┌─ Extracted records

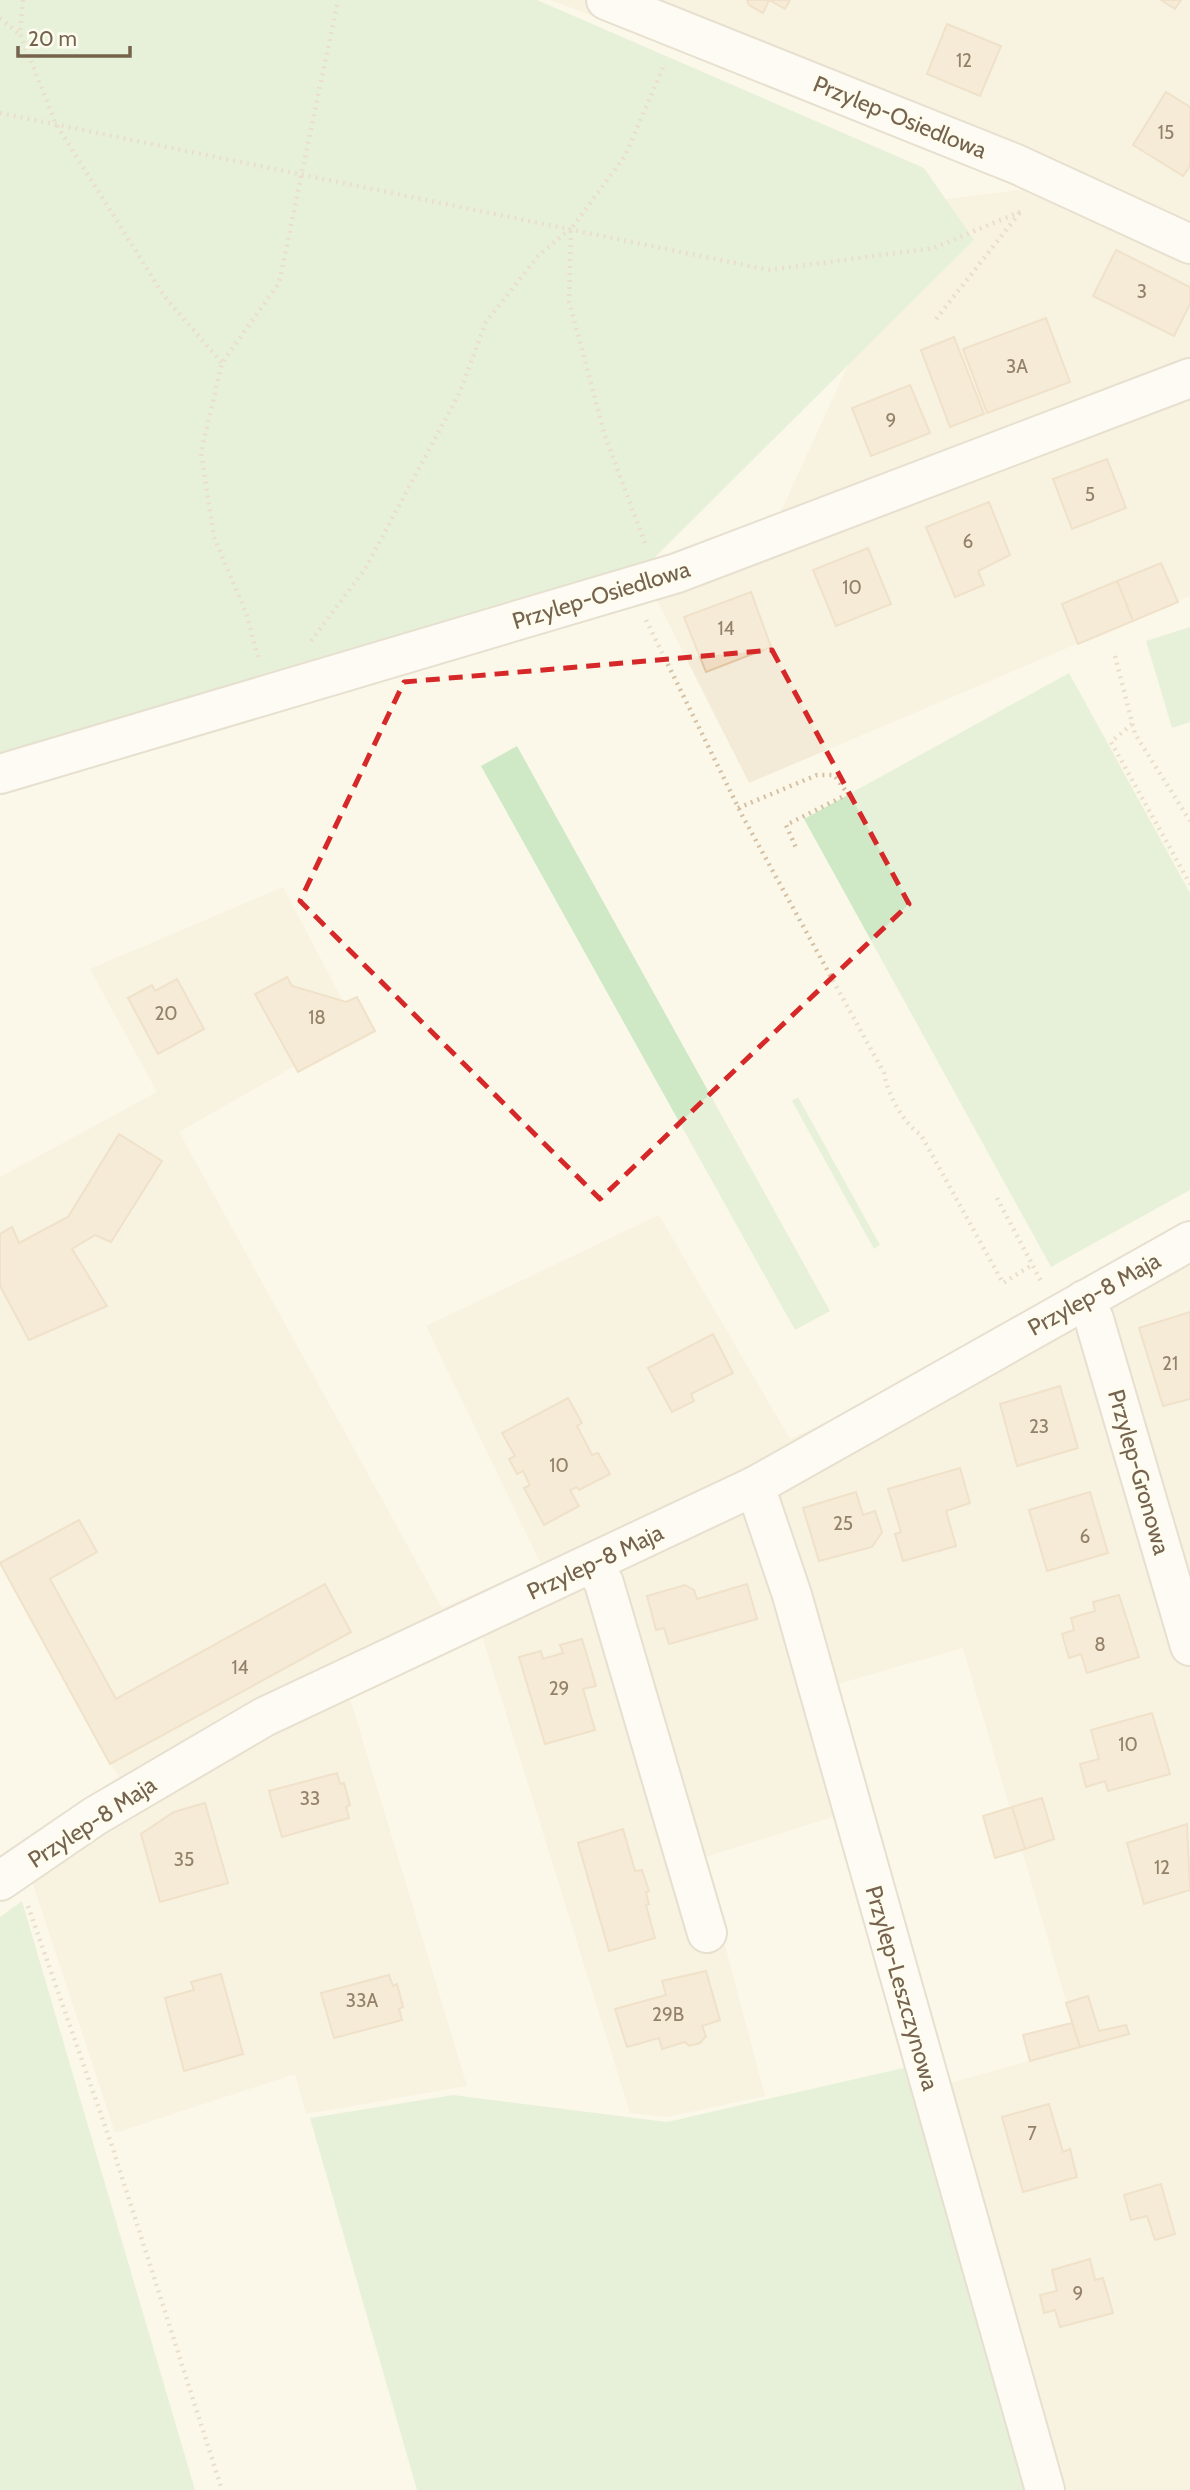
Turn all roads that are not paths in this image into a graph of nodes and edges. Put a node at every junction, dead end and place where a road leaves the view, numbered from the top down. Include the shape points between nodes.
1 (606, 0) edge
2 (1190, 244) edge
3 (1190, 378) edge
4 (0, 774) edge
5 (1190, 1241) edge
6 (1084, 1300) junction
7 (755, 1486) junction
8 (593, 1564) junction
9 (1190, 1646) edge
10 (8, 1876) edge
11 (708, 1933) dead end
12 (1045, 2490) edge

1 - 2 street, Przylep-Osiedlowa via 1048,178
3 - 4 street, Przylep-Osiedlowa via 644,583
5 - 6 street, Przylep-8 Maja
6 - 7 street, Przylep-8 Maja
6 - 9 street, Przylep-Gronowa via 1094,1319
7 - 8 street, Przylep-8 Maja
7 - 12 street, Przylep-Leszczynowa via 792,1595
8 - 10 street, Przylep-8 Maja via 264,1717 95,1816
8 - 11 street via 604,1583

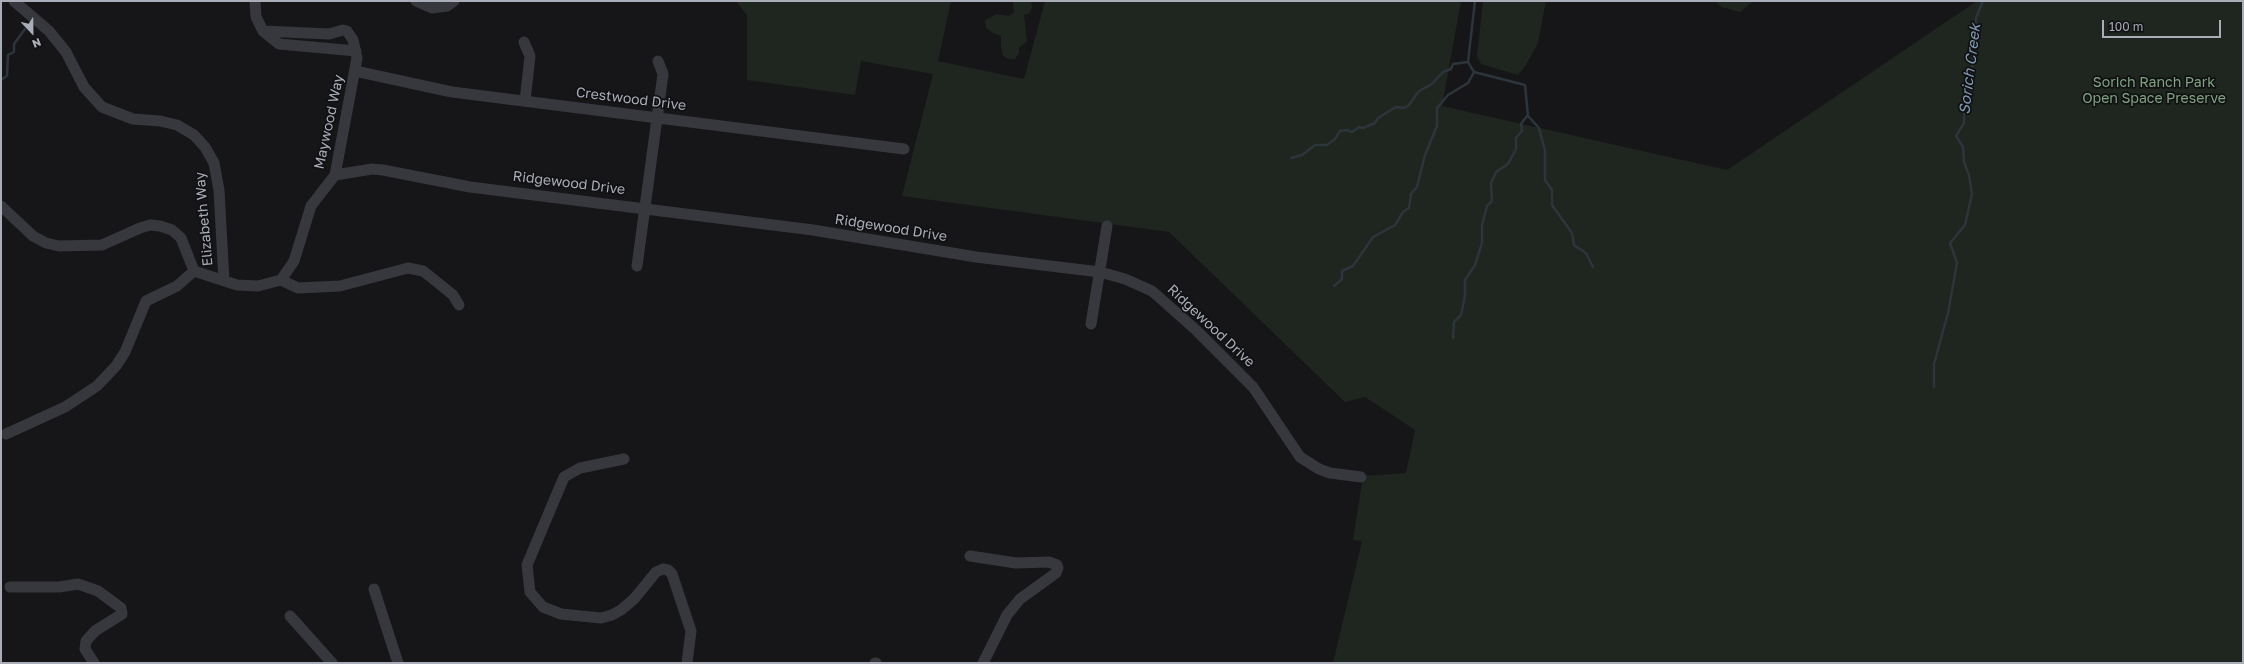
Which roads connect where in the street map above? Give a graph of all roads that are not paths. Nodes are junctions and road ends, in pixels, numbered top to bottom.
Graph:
1 (14, 1) edge
2 (255, 1) edge
3 (416, 1) edge
4 (454, 1) edge
5 (263, 30) junction
6 (524, 42) dead end
7 (356, 51) junction
8 (658, 61) dead end
9 (355, 71) junction
10 (525, 101) junction
11 (658, 118) junction
12 (904, 149) dead end
13 (336, 175) junction
14 (1, 206) edge
15 (647, 208) junction
16 (1107, 226) dead end
17 (637, 266) dead end
18 (194, 271) junction
19 (1100, 272) junction
20 (281, 280) junction
21 (224, 281) junction
22 (459, 305) dead end
23 (1091, 324) dead end
24 (6, 434) dead end
25 (624, 459) dead end
26 (1361, 477) dead end
27 (970, 556) dead end
28 (10, 587) dead end
29 (374, 589) dead end
30 (290, 616) dead end
31 (94, 663) edge
32 (332, 663) edge
33 (398, 663) edge
34 (687, 663) edge
35 (983, 663) edge

1 - 21 street, Elizabeth Way
2 - 5 street
3 - 4 street
5 - 7 street
5 - 7 street, Maywood Way
6 - 10 street
7 - 9 street, Maywood Way
8 - 11 street
9 - 10 street, Crestwood Drive
9 - 13 street, Maywood Way
10 - 11 street, Crestwood Drive
11 - 12 street, Crestwood Drive
11 - 15 street
13 - 15 street, Ridgewood Drive
13 - 20 street, Maywood Way
14 - 18 street
15 - 17 street
15 - 19 street, Ridgewood Drive
16 - 19 street
18 - 21 street
18 - 24 street
19 - 23 street
19 - 26 street, Ridgewood Drive
20 - 21 street
20 - 22 street
25 - 34 street
27 - 35 street
28 - 31 street
29 - 33 street
30 - 32 street

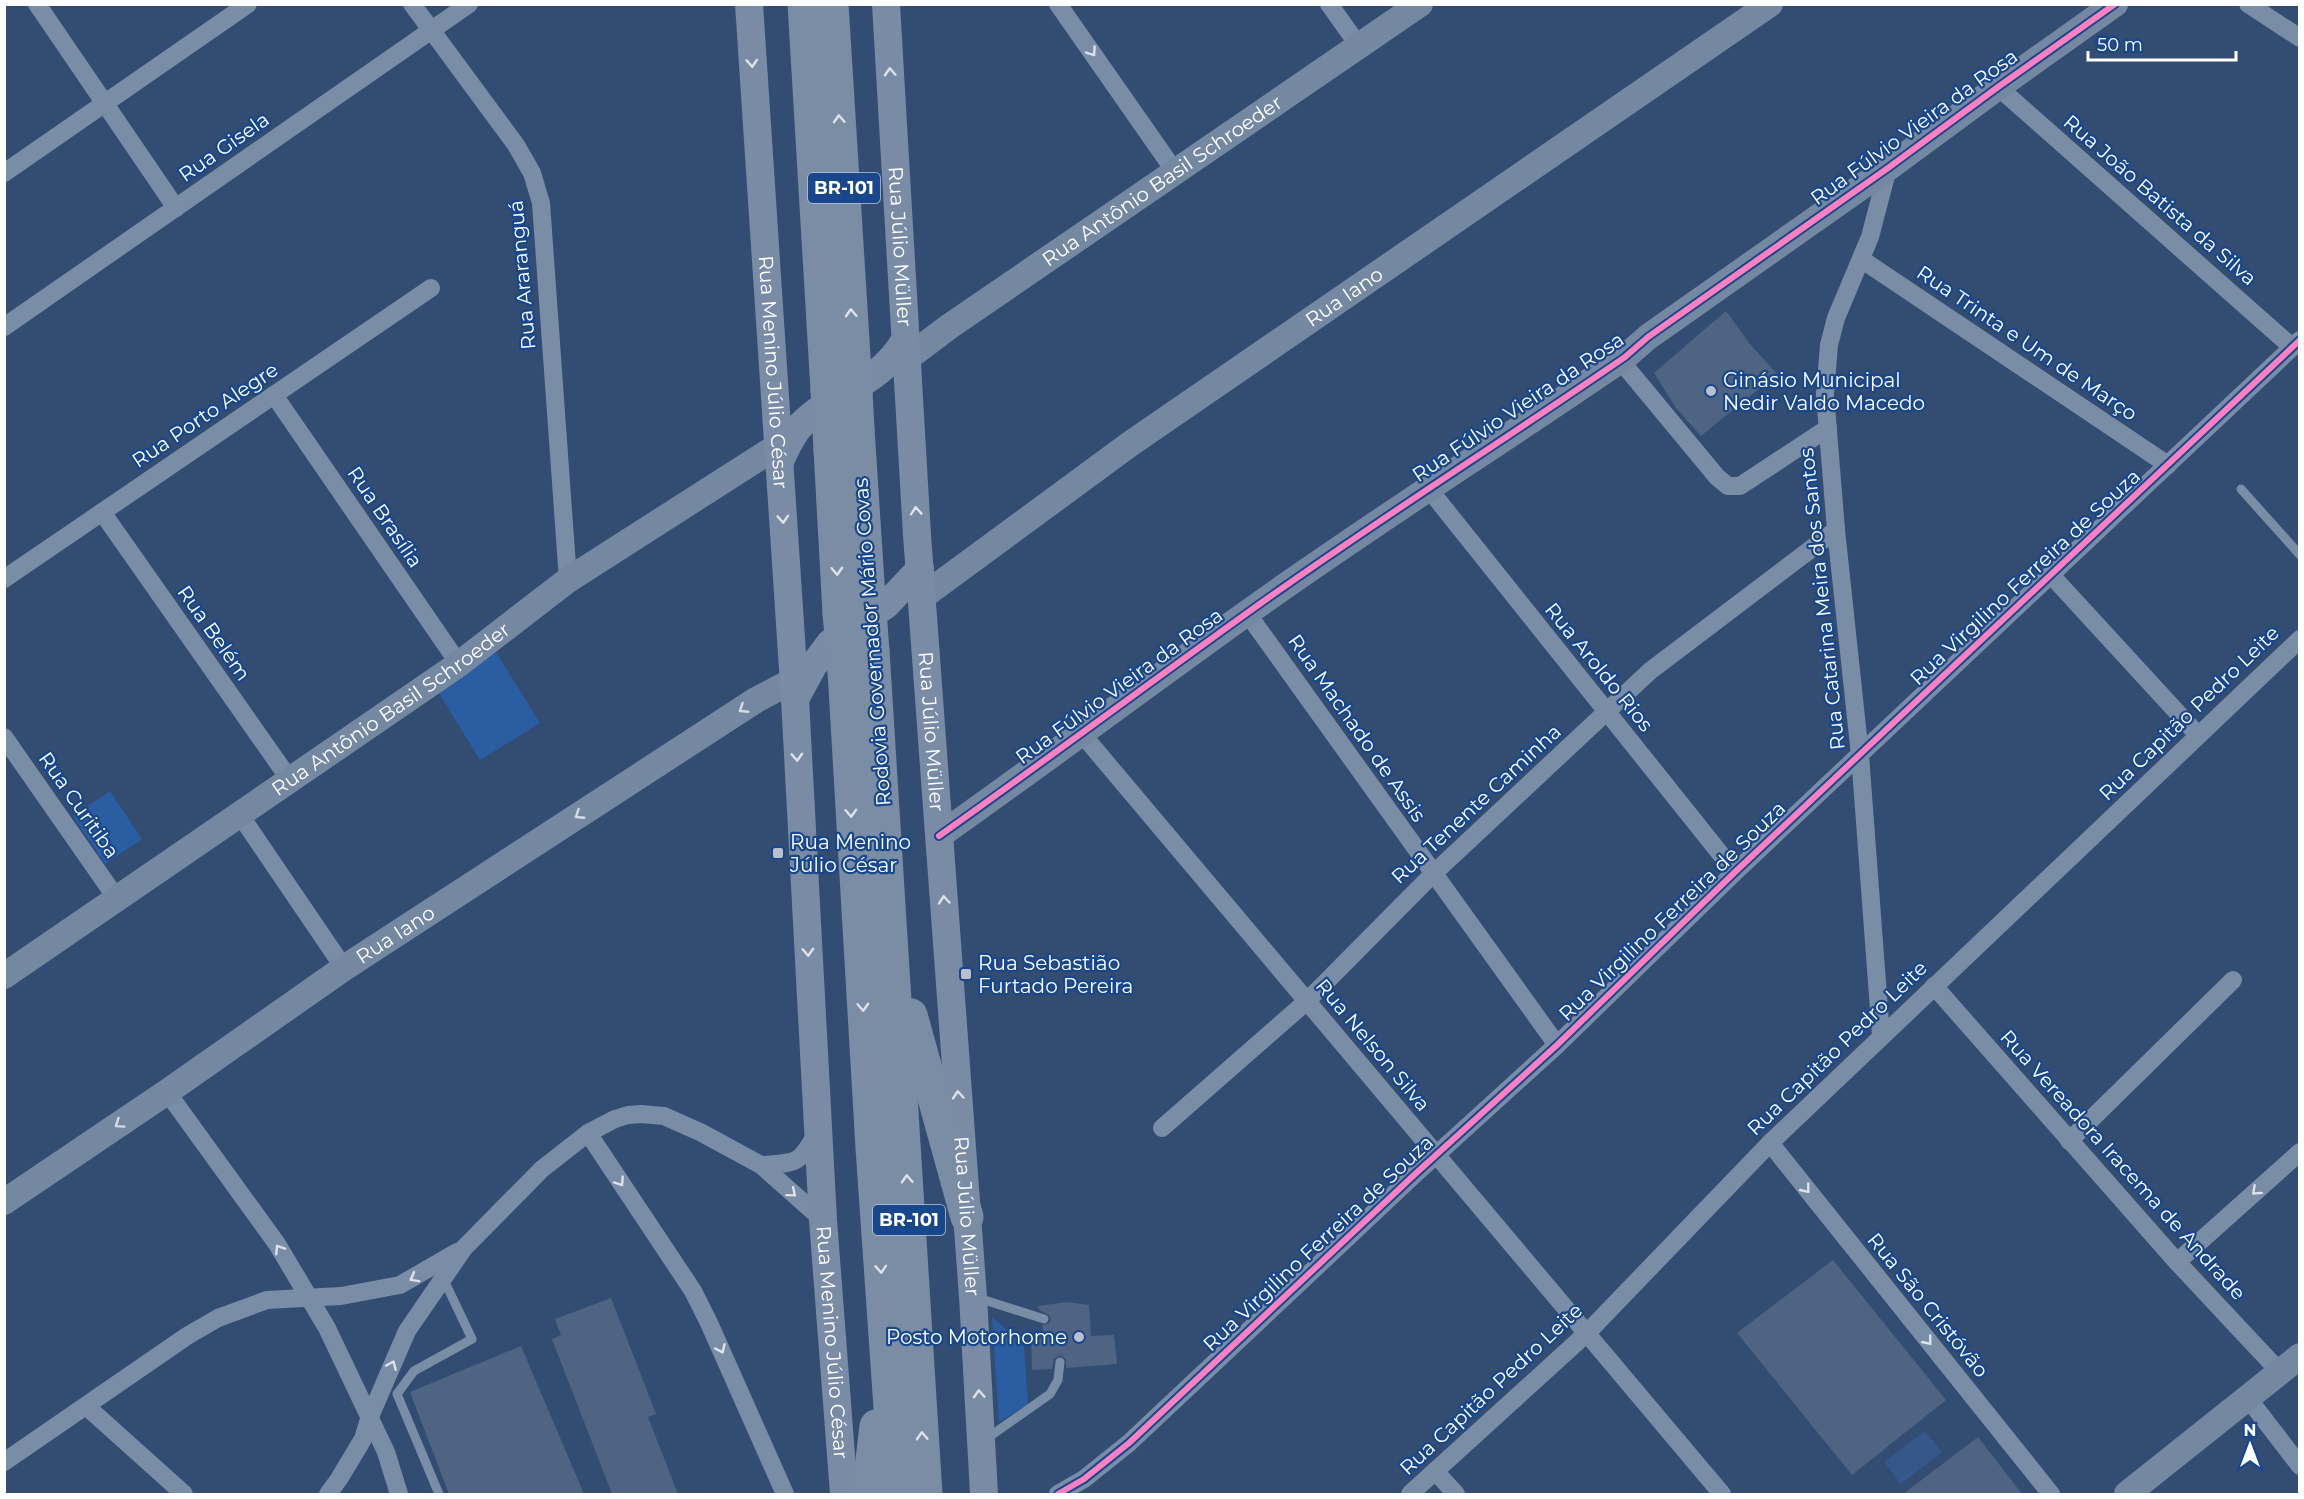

└─

What is required - When copying the listing above, begin at its first line and stop after the line with "Which roads connect", keeping each line exact and dropping the pictures.

Finished exercise -
Turn all roads that are not paths in this image into a graph of nodes and edges. Put a node at every junction, dead end and place where a road leaves the view, numbered from the top down. Include the shape points between nodes.
1 (606, 0) edge
2 (1190, 244) edge
3 (1190, 378) edge
4 (0, 774) edge
5 (1190, 1241) edge
6 (1084, 1300) junction
7 (755, 1486) junction
8 (593, 1564) junction
9 (1190, 1646) edge
10 (8, 1876) edge
11 (708, 1933) dead end
12 (1045, 2490) edge

1 - 2 street, Przylep-Osiedlowa via 1048,178
3 - 4 street, Przylep-Osiedlowa via 644,583
5 - 6 street, Przylep-8 Maja
6 - 7 street, Przylep-8 Maja
6 - 9 street, Przylep-Gronowa via 1094,1319
7 - 8 street, Przylep-8 Maja
7 - 12 street, Przylep-Leszczynowa via 792,1595
8 - 10 street, Przylep-8 Maja via 264,1717 95,1816
8 - 11 street via 604,1583

Which roads connect where in the street map above? Give a graph of all roads that are not paths. Nodes are junctions and road ends, in pixels, numbered top to bottom.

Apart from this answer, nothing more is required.